What you will do:
Copy out the entries that follow exactly, leaving every picture behind.

:::

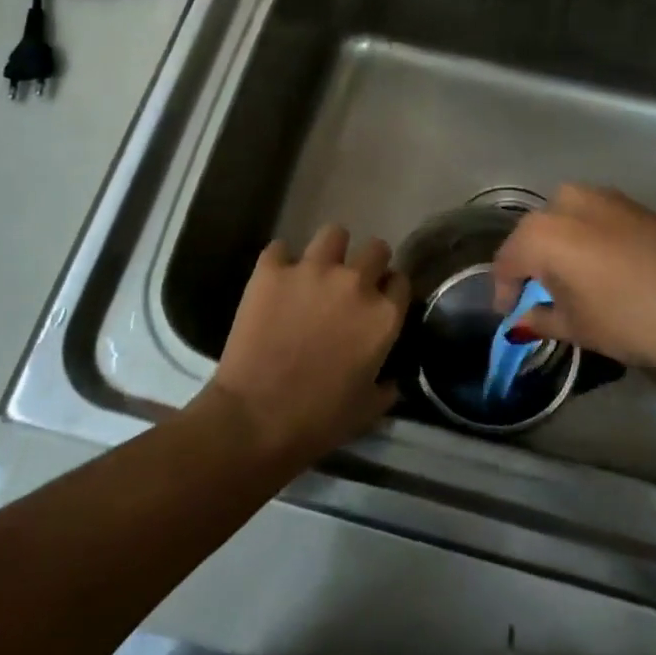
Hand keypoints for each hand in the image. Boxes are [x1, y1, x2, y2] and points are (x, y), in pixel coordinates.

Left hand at [199, 225, 408, 465]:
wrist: (255, 419)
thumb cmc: (318, 420)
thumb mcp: (368, 410)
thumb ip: (386, 386)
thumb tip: (390, 379)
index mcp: (384, 316)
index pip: (400, 281)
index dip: (389, 291)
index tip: (379, 302)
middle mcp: (355, 283)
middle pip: (376, 248)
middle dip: (367, 263)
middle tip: (349, 286)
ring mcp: (311, 271)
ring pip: (334, 233)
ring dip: (330, 251)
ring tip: (316, 271)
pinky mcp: (271, 271)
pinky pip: (280, 248)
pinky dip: (279, 263)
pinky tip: (275, 282)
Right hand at [491, 184, 655, 376]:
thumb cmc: (634, 318)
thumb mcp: (580, 327)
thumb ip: (542, 319)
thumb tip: (522, 320)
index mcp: (542, 232)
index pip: (507, 261)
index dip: (504, 290)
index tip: (509, 314)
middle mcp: (566, 203)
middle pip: (534, 235)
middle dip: (532, 265)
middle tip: (540, 297)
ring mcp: (605, 198)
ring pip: (565, 222)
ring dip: (560, 250)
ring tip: (571, 284)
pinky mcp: (635, 205)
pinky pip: (594, 220)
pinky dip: (587, 242)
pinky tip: (602, 270)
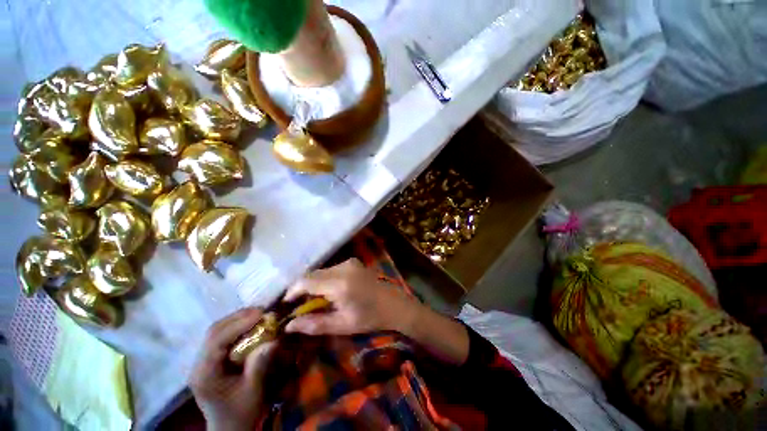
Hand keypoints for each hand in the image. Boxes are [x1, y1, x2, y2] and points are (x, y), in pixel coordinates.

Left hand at [189, 308, 276, 430]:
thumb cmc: (240, 413)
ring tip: (258, 314)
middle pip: (213, 331)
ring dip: (237, 319)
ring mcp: (201, 361)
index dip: (238, 324)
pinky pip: (220, 336)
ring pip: (215, 331)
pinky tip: (249, 325)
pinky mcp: (208, 360)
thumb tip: (272, 339)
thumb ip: (259, 364)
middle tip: (262, 311)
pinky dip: (235, 326)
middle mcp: (198, 365)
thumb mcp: (253, 390)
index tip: (261, 314)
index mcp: (205, 374)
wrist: (228, 427)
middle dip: (238, 317)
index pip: (216, 341)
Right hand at [284, 258, 420, 335]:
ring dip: (313, 284)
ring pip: (321, 271)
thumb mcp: (342, 325)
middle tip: (299, 307)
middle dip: (302, 289)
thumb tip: (289, 326)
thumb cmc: (370, 318)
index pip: (306, 281)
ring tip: (314, 301)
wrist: (393, 304)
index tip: (285, 305)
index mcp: (339, 283)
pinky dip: (324, 279)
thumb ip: (314, 324)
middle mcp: (343, 267)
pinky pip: (331, 269)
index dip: (292, 292)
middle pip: (312, 274)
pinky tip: (328, 292)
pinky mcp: (353, 262)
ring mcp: (349, 262)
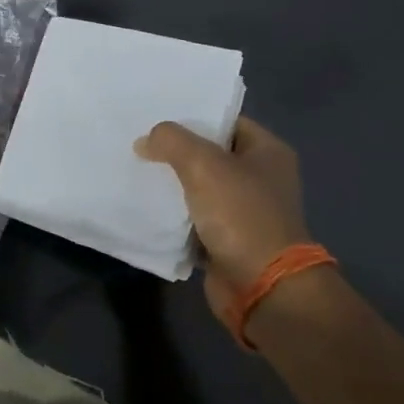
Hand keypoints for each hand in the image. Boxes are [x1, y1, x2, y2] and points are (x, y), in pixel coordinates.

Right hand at [134, 116, 310, 324]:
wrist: (262, 287)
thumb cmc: (241, 215)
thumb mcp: (203, 165)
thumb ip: (171, 141)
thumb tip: (146, 140)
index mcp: (268, 152)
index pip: (226, 121)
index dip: (194, 116)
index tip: (157, 116)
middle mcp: (260, 178)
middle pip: (210, 154)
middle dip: (176, 151)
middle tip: (139, 141)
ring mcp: (245, 212)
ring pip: (199, 187)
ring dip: (172, 184)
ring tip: (135, 169)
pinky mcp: (228, 240)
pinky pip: (194, 218)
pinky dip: (174, 215)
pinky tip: (145, 205)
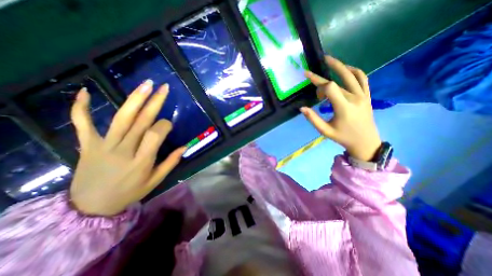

:::

Exercise response:
Hand keypoints for each hand in the image. Boxes are [x1, y1, x2, y2] and points are (x, y), in pixel coordinates.

Left hand at [199, 225, 408, 465]:
wrist: (255, 419)
thumb cmc: (318, 420)
thumb mcp: (368, 410)
thumb ip: (386, 386)
thumb tip: (390, 379)
index mcp: (384, 316)
index pip: (400, 281)
index dip: (389, 291)
index tip: (379, 302)
middle mcp: (355, 283)
middle pip: (376, 248)
middle dip: (367, 263)
middle tip: (349, 286)
ring mcp: (311, 271)
ring pip: (334, 233)
ring dip: (330, 251)
ring tip: (316, 271)
pinky mcp: (271, 271)
pinky pip: (280, 248)
pinky dip: (279, 263)
pinky tip: (275, 282)
Right hand at [491, 184, 655, 376]:
thumb cmc: (634, 318)
thumb mcp: (580, 327)
thumb ip: (542, 319)
thumb tip: (522, 320)
index mcp: (542, 232)
index pip: (507, 261)
index dip: (504, 290)
index tip: (509, 314)
middle mcp: (566, 203)
middle pip: (534, 235)
middle dip: (532, 265)
middle tip: (540, 297)
ring mcp: (605, 198)
ring pip: (565, 222)
ring dip: (560, 250)
ring tip: (571, 284)
pinky mcp: (635, 205)
pinky pip: (594, 220)
pinky dip: (587, 242)
pinky tip: (602, 270)
Hand keypoints for each hand in the image. Boxes are [x1, y1, x2, y2] and points are (x, y), in pixel coordinates.

Left hand at [189, 308, 276, 430]:
thumb cmc: (240, 413)
ring tip: (258, 314)
middle pip: (213, 331)
ring dip: (237, 319)
ring mcp: (201, 361)
index dip: (238, 324)
pinky pip: (220, 336)
ring pip: (215, 331)
pinky tip: (249, 325)
pinky mcp: (208, 360)
thumb tip: (272, 339)
thumb ip: (259, 364)
middle tip: (262, 311)
pinky dip: (235, 326)
middle mcp: (198, 365)
thumb mcp: (253, 390)
index tip: (261, 314)
index mcp: (205, 374)
wrist: (228, 427)
middle dip: (238, 317)
index pip: (216, 341)
Right hand at [284, 258, 420, 335]:
ring dip: (313, 284)
ring pip: (321, 271)
thumb mcp: (342, 325)
middle tip: (299, 307)
middle dip: (302, 289)
thumb tip: (289, 326)
thumb cmc: (370, 318)
index pip: (306, 281)
ring tip: (314, 301)
wrist: (393, 304)
index tip: (285, 305)
index mcp: (339, 283)
pinky dip: (324, 279)
thumb ip: (314, 324)
middle mcp: (343, 267)
pinky pip: (331, 269)
index dip: (292, 292)
middle pip: (312, 274)
pinky tip: (328, 292)
pinky mcp: (353, 262)
ring mcp: (349, 262)
Hand keypoints for each hand in the image. Boxes are [x1, y1, x2, y2] and points are (x, y), in pixel coordinates.

Right hand at [134, 116, 310, 324]:
wrist: (262, 287)
thumb cmc: (241, 215)
thumb mcp: (203, 165)
thumb ip: (171, 141)
thumb tip: (146, 140)
index mcp: (268, 152)
index pip: (226, 121)
index dip: (194, 116)
index tip: (157, 116)
middle mcp: (260, 178)
middle pip: (210, 154)
middle dip: (176, 151)
middle tip: (139, 141)
ring mcp: (245, 212)
ring pip: (199, 187)
ring dip: (172, 184)
ring tip: (135, 169)
pinky mcp: (228, 240)
pinky pip: (194, 218)
pinky dip: (174, 215)
pinky tip: (145, 205)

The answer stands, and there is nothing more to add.